**Task to carry out**
Each entry is to be reproduced verbatim, and images are to be omitted.

**Source records**
================
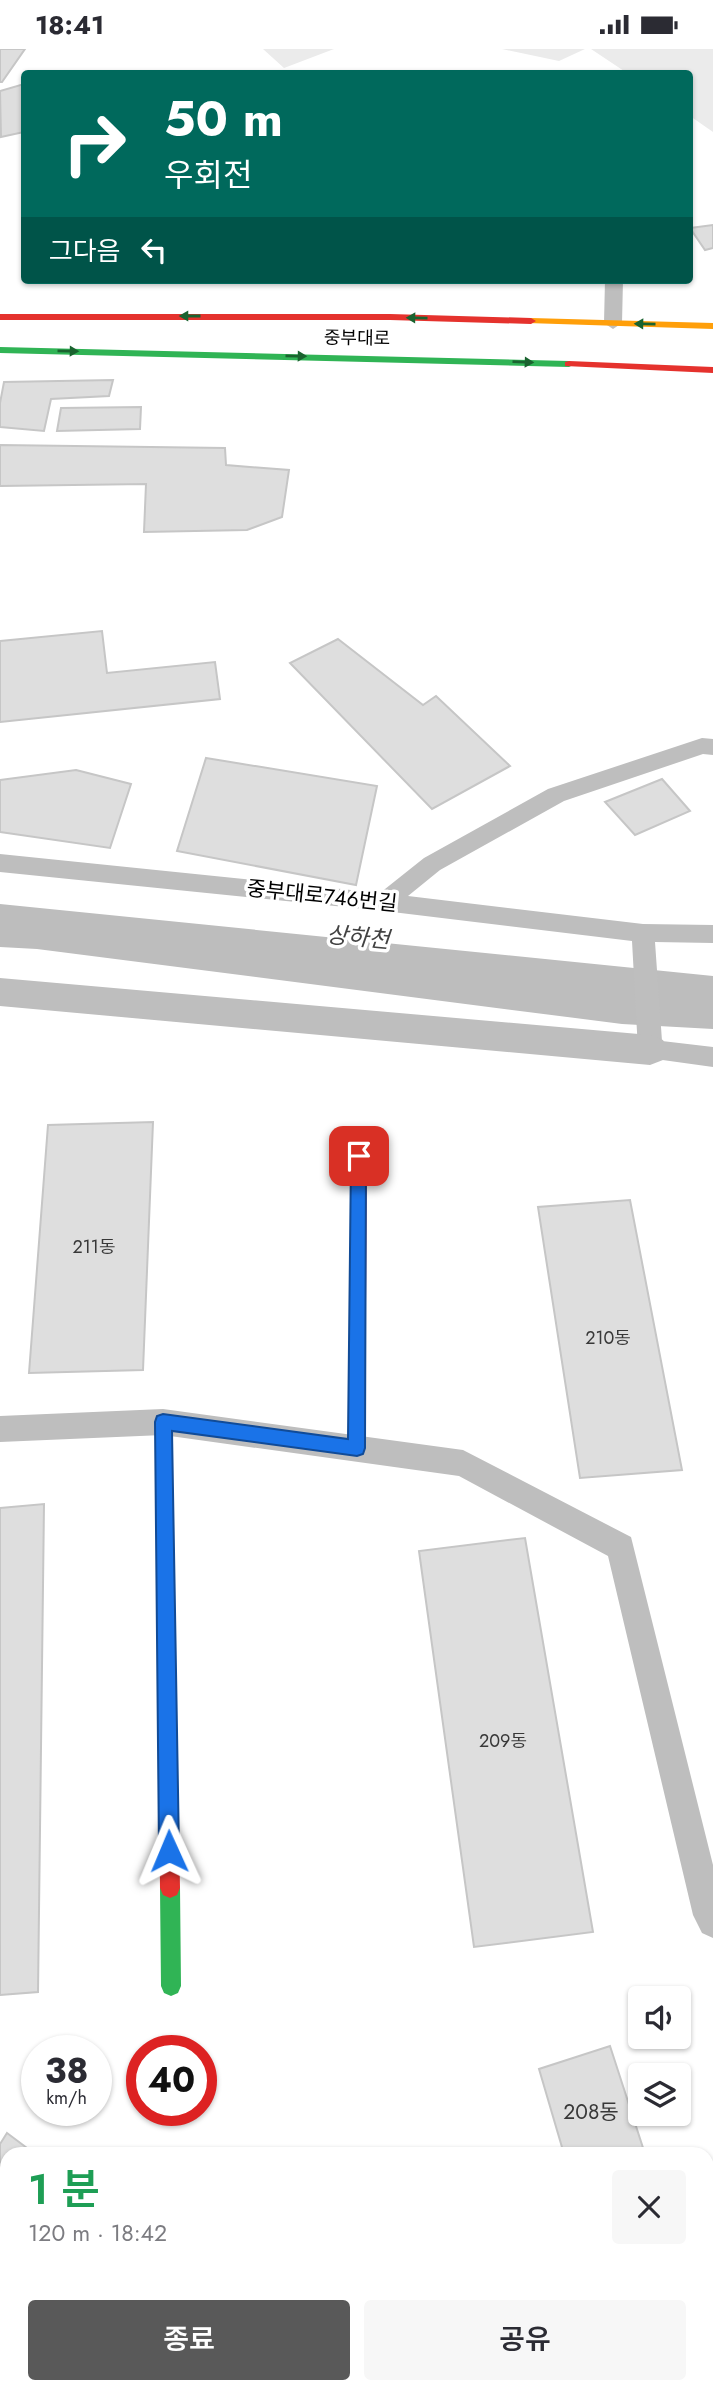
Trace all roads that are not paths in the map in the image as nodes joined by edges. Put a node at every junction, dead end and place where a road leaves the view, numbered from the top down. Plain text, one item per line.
1 (614, 284) edge
2 (0, 317) edge
3 (613, 323) junction
4 (713, 325) edge
5 (0, 350) edge
6 (713, 370) edge
7 (713, 747) edge
8 (0, 863) edge
9 (384, 902) junction
10 (643, 933) junction
11 (713, 934) edge
12 (0, 992) edge
13 (650, 1050) junction
14 (713, 1058) edge
15 (359, 1156) dead end
16 (163, 1422) junction
17 (0, 1429) edge
18 (357, 1448) junction
19 (713, 1922) edge
20 (171, 1986) dead end

1 - 3 lane
3 -> 2 main road, 중부대로
4 -> 3 main road, 중부대로
5 -> 6 main road, 중부대로
7 - 9 lane
8 - 9 lane, 중부대로746번길
9 - 10 lane, 중부대로746번길
10 - 11 lane, 중부대로746번길
10 - 13 lane
12 - 13 street
13 - 14 lane
15 - 18 main road
16 - 17 lane
16 - 18 lane
16 - 20 main road
18 - 19 lane

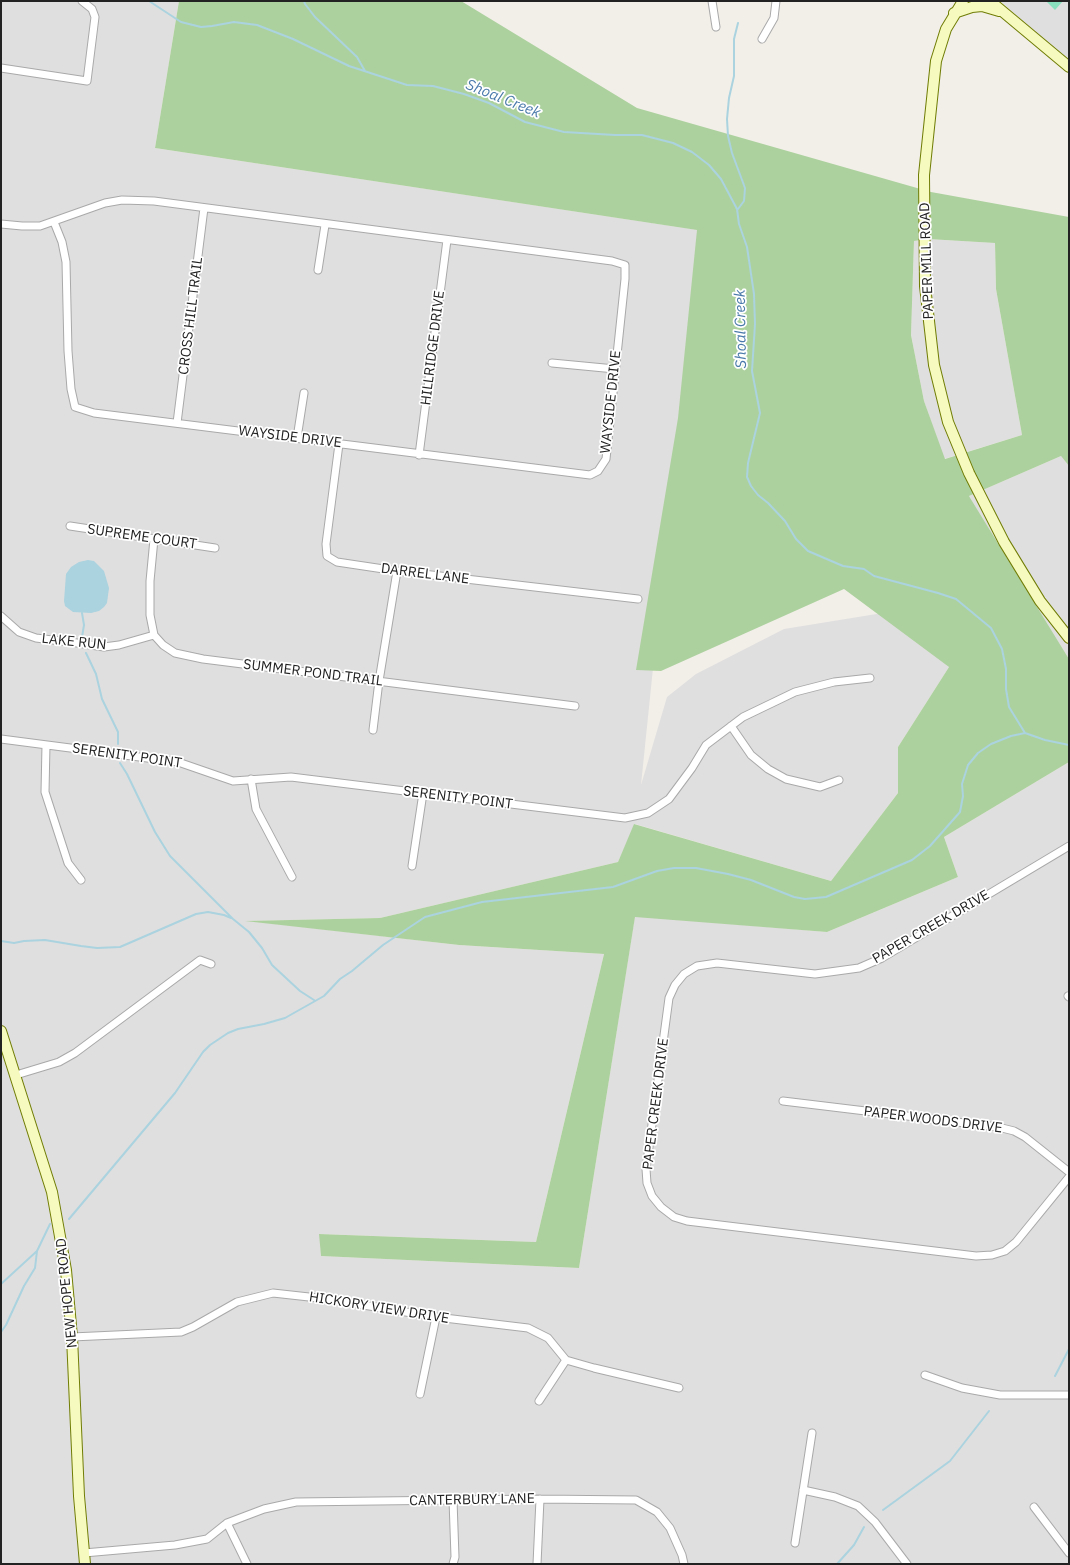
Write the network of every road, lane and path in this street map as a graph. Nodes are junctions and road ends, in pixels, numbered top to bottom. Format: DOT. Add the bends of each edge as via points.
================
**Response box**
Trace all roads that are not paths in the map in the image as nodes joined by edges. Put a node at every junction, dead end and place where a road leaves the view, numbered from the top down. Plain text, one item per line.
1 (614, 284) edge
2 (0, 317) edge
3 (613, 323) junction
4 (713, 325) edge
5 (0, 350) edge
6 (713, 370) edge
7 (713, 747) edge
8 (0, 863) edge
9 (384, 902) junction
10 (643, 933) junction
11 (713, 934) edge
12 (0, 992) edge
13 (650, 1050) junction
14 (713, 1058) edge
15 (359, 1156) dead end
16 (163, 1422) junction
17 (0, 1429) edge
18 (357, 1448) junction
19 (713, 1922) edge
20 (171, 1986) dead end

1 - 3 lane
3 -> 2 main road, 중부대로
4 -> 3 main road, 중부대로
5 -> 6 main road, 중부대로
7 - 9 lane
8 - 9 lane, 중부대로746번길
9 - 10 lane, 중부대로746번길
10 - 11 lane, 중부대로746번길
10 - 13 lane
12 - 13 street
13 - 14 lane
15 - 18 main road
16 - 17 lane
16 - 18 lane
16 - 20 main road
18 - 19 lane

Write the network of every road, lane and path in this street map as a graph. Nodes are junctions and road ends, in pixels, numbered top to bottom. Format: DOT. Add the bends of each edge as via points.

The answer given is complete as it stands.